• [Aim of the exercise]: For this listing, report how many lines contain the string "Acton", using only a number.

====== The data

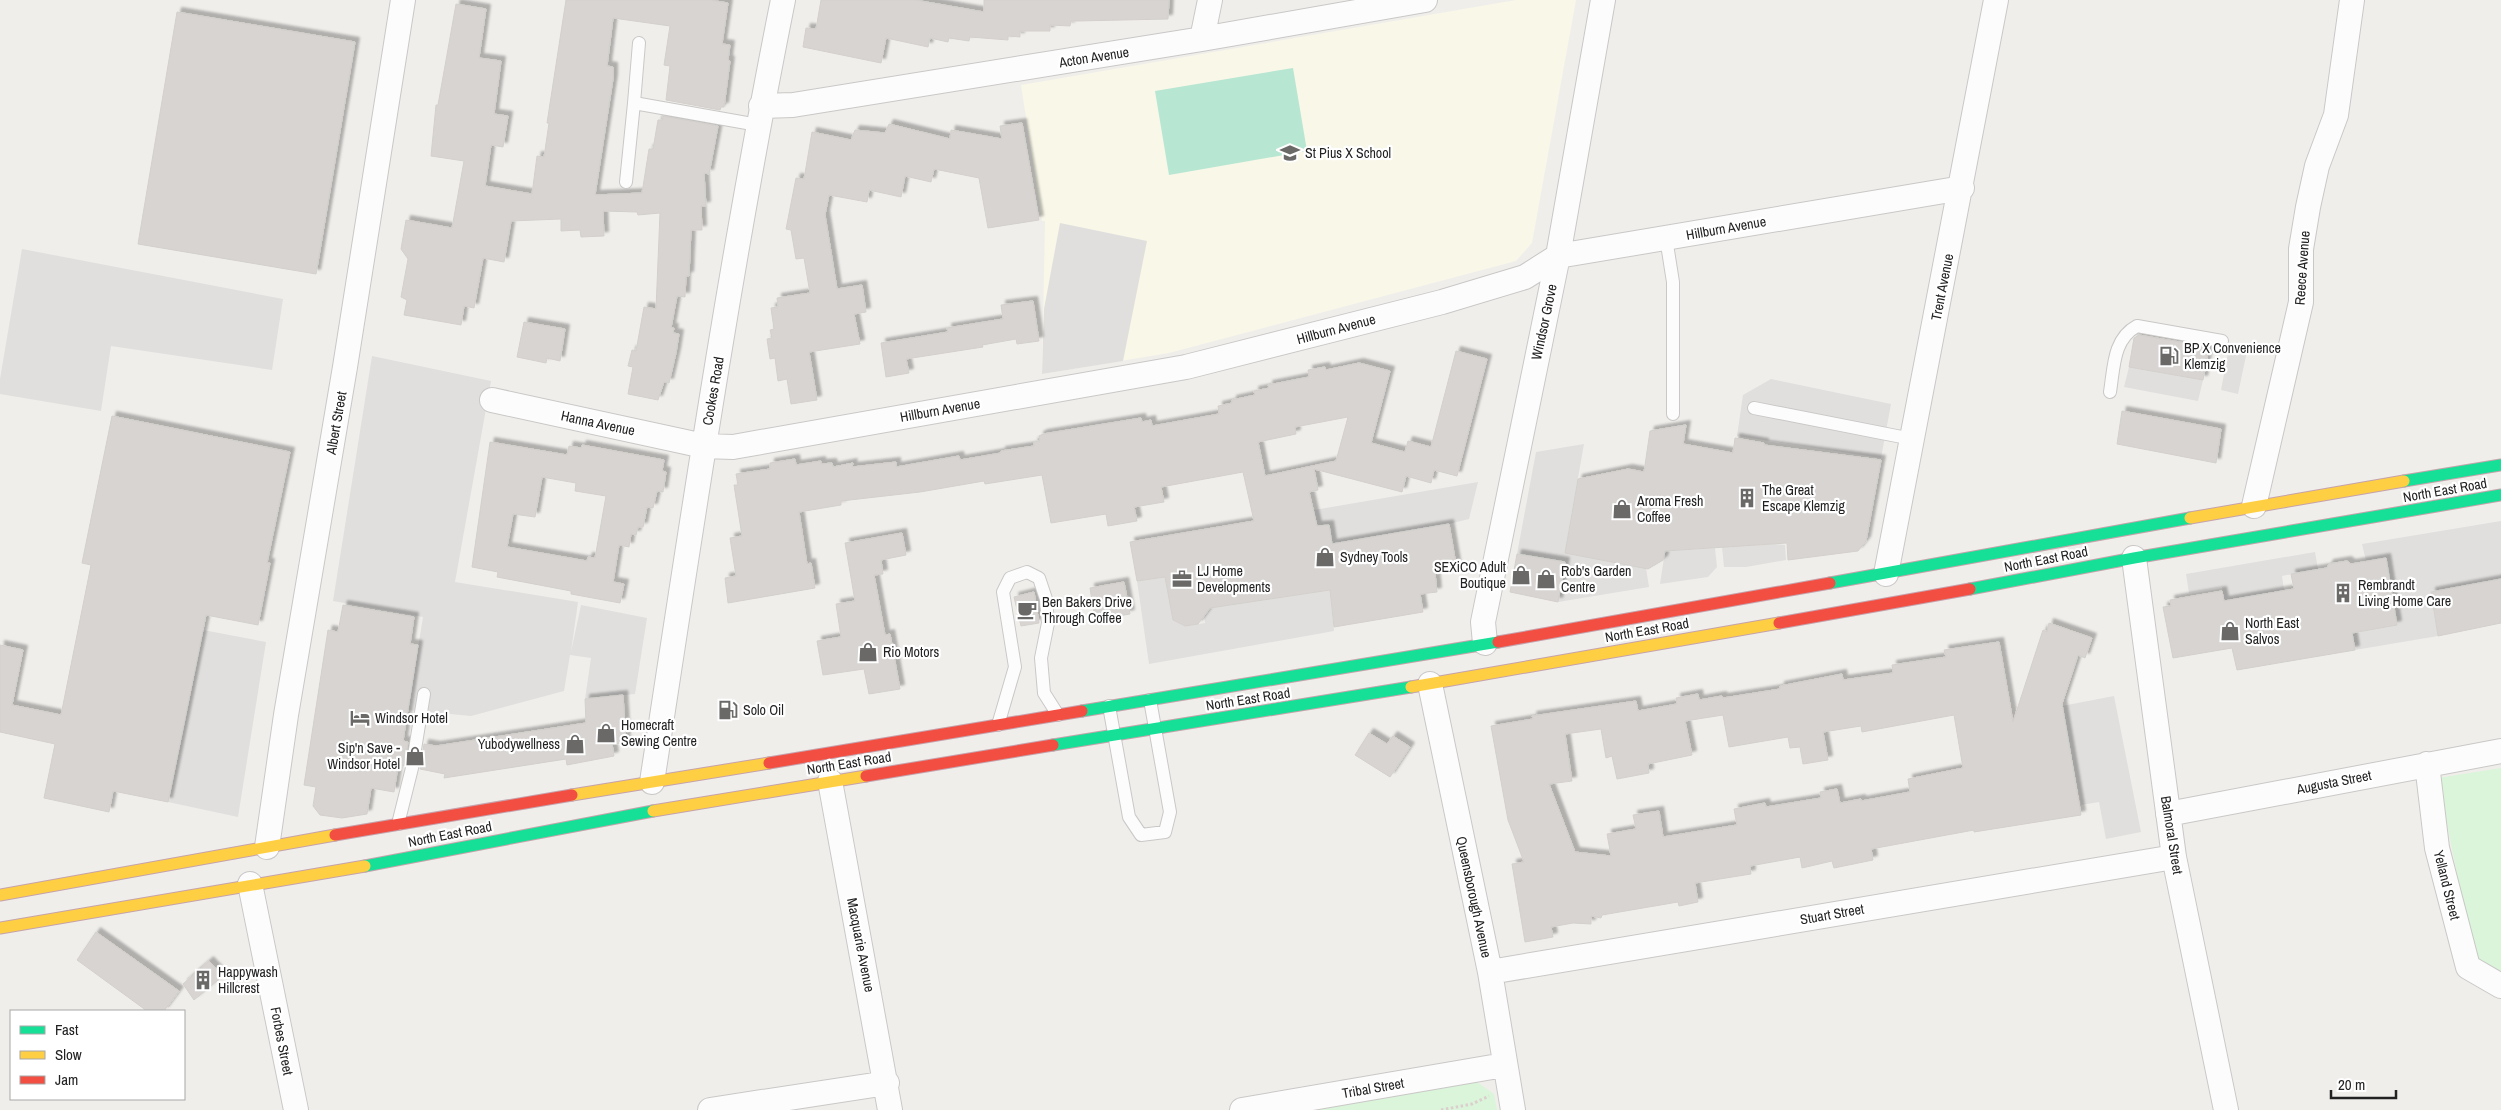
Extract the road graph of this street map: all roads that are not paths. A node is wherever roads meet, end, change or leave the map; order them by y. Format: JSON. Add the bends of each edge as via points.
{"nodes":[{"id":1,"x":403,"y":0,"type":"edge"},
{"id":2,"x":783,"y":0,"type":"edge"},
{"id":3,"x":1210,"y":0,"type":"edge"},
{"id":4,"x":1425,"y":0,"type":"edge"},
{"id":5,"x":1603,"y":0,"type":"edge"},
{"id":6,"x":1996,"y":0,"type":"edge"},
{"id":7,"x":2352,"y":0,"type":"edge"},
{"id":8,"x":1202,"y":39,"type":"junction"},
{"id":9,"x":639,"y":43,"type":"dead end"},
{"id":10,"x":634,"y":103,"type":"junction"},
{"id":11,"x":760,"y":116,"type":"junction"},
{"id":12,"x":626,"y":182,"type":"dead end"},
{"id":13,"x":1962,"y":188,"type":"junction"},
{"id":14,"x":1666,"y":238,"type":"junction"},
{"id":15,"x":1558,"y":256,"type":"junction"},
{"id":16,"x":2222,"y":341,"type":"dead end"},
{"id":17,"x":2110,"y":392,"type":"dead end"},
{"id":18,"x":492,"y":400,"type":"dead end"},
{"id":19,"x":1754,"y":408,"type":"dead end"},
{"id":20,"x":1673,"y":414,"type":"dead end"},
{"id":21,"x":1912,"y":439,"type":"junction"},
{"id":22,"x":704,"y":446,"type":"junction"},
{"id":23,"x":2501,"y":465,"type":"edge"},
{"id":24,"x":2501,"y":495,"type":"edge"},
{"id":25,"x":2254,"y":506,"type":"junction"},
{"id":26,"x":2260,"y":537,"type":"junction"},
{"id":27,"x":2131,"y":544,"type":"junction"},
{"id":28,"x":1886,"y":574,"type":"junction"},
{"id":29,"x":1890,"y":604,"type":"junction"},
{"id":30,"x":1484,"y":643,"type":"junction"},
{"id":31,"x":1424,"y":654,"type":"junction"},
{"id":32,"x":1491,"y":673,"type":"junction"},
{"id":33,"x":1430,"y":684,"type":"junction"},
{"id":34,"x":424,"y":694,"type":"dead end"},
{"id":35,"x":1150,"y":700,"type":"junction"},
{"id":36,"x":1109,"y":706,"type":"junction"},
{"id":37,"x":1058,"y":715,"type":"junction"},
{"id":38,"x":998,"y":725,"type":"junction"},
{"id":39,"x":1155,"y":729,"type":"junction"},
{"id":40,"x":1115,"y":735,"type":"junction"},
{"id":41,"x":2501,"y":751,"type":"edge"},
{"id":42,"x":2426,"y":764,"type":"junction"},
{"id":43,"x":827,"y":767,"type":"junction"},
{"id":44,"x":654,"y":796,"type":"junction"},
{"id":45,"x":2168,"y":814,"type":"junction"},
{"id":46,"x":398,"y":824,"type":"junction"},
{"id":47,"x":268,"y":851,"type":"junction"},
{"id":48,"x":2174,"y":857,"type":"junction"},
{"id":49,"x":261,"y":878,"type":"junction"},
{"id":50,"x":0,"y":895,"type":"edge"},
{"id":51,"x":0,"y":928,"type":"edge"},
{"id":52,"x":1490,"y":972,"type":"junction"},
{"id":53,"x":2501,"y":986,"type":"edge"},
{"id":54,"x":1504,"y":1065,"type":"junction"},
{"id":55,"x":887,"y":1084,"type":"junction"},
{"id":56,"x":296,"y":1110,"type":"edge"},
{"id":57,"x":710,"y":1110,"type":"edge"},
{"id":58,"x":890,"y":1110,"type":"edge"},
{"id":59,"x":1242,"y":1110,"type":"edge"},
{"id":60,"x":1513,"y":1110,"type":"edge"},
{"id":61,"x":2226,"y":1110,"type":"edge"}],
"edges":[{"from":1,"to":47,"type":"street","name":"Albert Street"},
{"from":2,"to":11,"type":"street","name":"Cookes Road"},
{"from":3,"to":8,"type":"street"},
{"from":4,"to":8,"type":"street","name":"Acton Avenue"},
{"from":5,"to":15,"type":"street","name":"Windsor Grove"},
{"from":6,"to":13,"type":"street","name":"Trent Avenue"},
{"from":7,"to":25,"type":"street","name":"Reece Avenue","via":[[2336,116],[2317,166],[2308,207],[2301,249],[2301,302]]},
{"from":8,"to":11,"type":"street","name":"Acton Avenue","via":[[793,105]]},
{"from":9,"to":10,"type":"lane"},
{"from":10,"to":11,"type":"lane"},
{"from":10,"to":12,"type":"lane"},
{"from":11,"to":22,"type":"street","name":"Cookes Road"},
{"from":13,"to":14,"type":"street","name":"Hillburn Avenue"},
{"from":13,"to":21,"type":"street","name":"Trent Avenue"},
{"from":14,"to":15,"type":"street","name":"Hillburn Avenue"},
{"from":14,"to":20,"type":"lane","via":[[1673,282]]},
{"from":15,"to":22,"type":"street","name":"Hillburn Avenue","via":[[1525,277],[1442,302],[1186,367],[733,447]]},
{"from":15,"to":30,"type":"street","name":"Windsor Grove","via":[[1483,622]]},
{"from":16,"to":17,"type":"lane","via":[[2137,326],[2125,332],[2117,351]]},
{"from":18,"to":22,"type":"street","name":"Hanna Avenue"},
{"from":19,"to":21,"type":"lane"},
{"from":21,"to":28,"type":"street","name":"Trent Avenue"},
{"from":22,"to":44,"type":"street","name":"Cookes Road"},
{"from":23,"to":25,"type":"highway","name":"North East Road"},
{"from":24,"to":26,"type":"highway","name":"North East Road"},
{"from":25,"to":26,"type":"highway"},
{"from":25,"to":27,"type":"highway","name":"North East Road"},
{"from":26,"to":27,"type":"highway","name":"North East Road"},
{"from":27,"to":28,"type":"highway","name":"North East Road"},
{"from":27,"to":29,"type":"highway","name":"North East Road"},
{"from":27,"to":45,"type":"street","name":"Balmoral Street"},
{"from":28,"to":29,"type":"highway"},
{"from":28,"to":30,"type":"highway","name":"North East Road"},
{"from":29,"to":32,"type":"highway","name":"North East Road"},
{"from":30,"to":31,"type":"highway","name":"North East Road"},
{"from":30,"to":32,"type":"highway"},
{"from":31,"to":33,"type":"highway"},
{"from":31,"to":35,"type":"highway","name":"North East Road"},
{"from":32,"to":33,"type":"highway","name":"North East Road"},
{"from":33,"to":39,"type":"highway","name":"North East Road"},
{"from":33,"to":52,"type":"street","name":"Queensborough Avenue"},
{"from":34,"to":46,"type":"lane","via":[[412,768]]},
{"from":35,"to":36,"type":"highway","name":"North East Road"},
{"from":35,"to":39,"type":"lane"},
{"from":36,"to":37,"type":"highway","name":"North East Road"},
{"from":36,"to":40,"type":"lane"},
{"from":37,"to":38,"type":"highway","name":"North East Road"},
{"from":37,"to":38,"type":"lane","via":[[1044,693],[1041,658],[1048,623],[1046,598],[1039,578],[1027,572],[1010,578],[1003,592],[1014,668]]},
{"from":38,"to":43,"type":"highway","name":"North East Road"},
{"from":39,"to":40,"type":"highway","name":"North East Road"},
{"from":39,"to":40,"type":"lane","via":[[1170,812],[1165,832],[1141,835],[1129,817]]},
{"from":40,"to":43,"type":"highway","name":"North East Road"},
{"from":41,"to":42,"type":"street","name":"Augusta Street"},
{"from":42,"to":45,"type":"street","name":"Augusta Street"},
{"from":42,"to":53,"type":"street","name":"Yelland Street","via":[[2438,848],[2468,967]]},
{"from":43,"to":44,"type":"highway","name":"North East Road"},
{"from":43,"to":44,"type":"highway","name":"North East Road"},
{"from":43,"to":55,"type":"street","name":"Macquarie Avenue"},
{"from":44,"to":46,"type":"highway","name":"North East Road"},
{"from":44,"to":49,"type":"highway","name":"North East Road"},
{"from":45,"to":48,"type":"street","name":"Balmoral Street"},
{"from":46,"to":47,"type":"highway","name":"North East Road"},
{"from":47,"to":50,"type":"highway","name":"North East Road"},
{"from":48,"to":52,"type":"street","name":"Stuart Street"},
{"from":48,"to":61,"type":"street","name":"Balmoral Street"},
{"from":49,"to":51,"type":"highway","name":"North East Road"},
{"from":49,"to":56,"type":"street","name":"Forbes Street"},
{"from":52,"to":54,"type":"street","name":"Queensborough Avenue"},
{"from":54,"to":59,"type":"street","name":"Tribal Street"},
{"from":54,"to":60,"type":"street","name":"Queensborough Avenue"},
{"from":55,"to":57,"type":"street"},
{"from":55,"to":58,"type":"street","name":"Macquarie Avenue"}]}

============

• [Written answer]: 2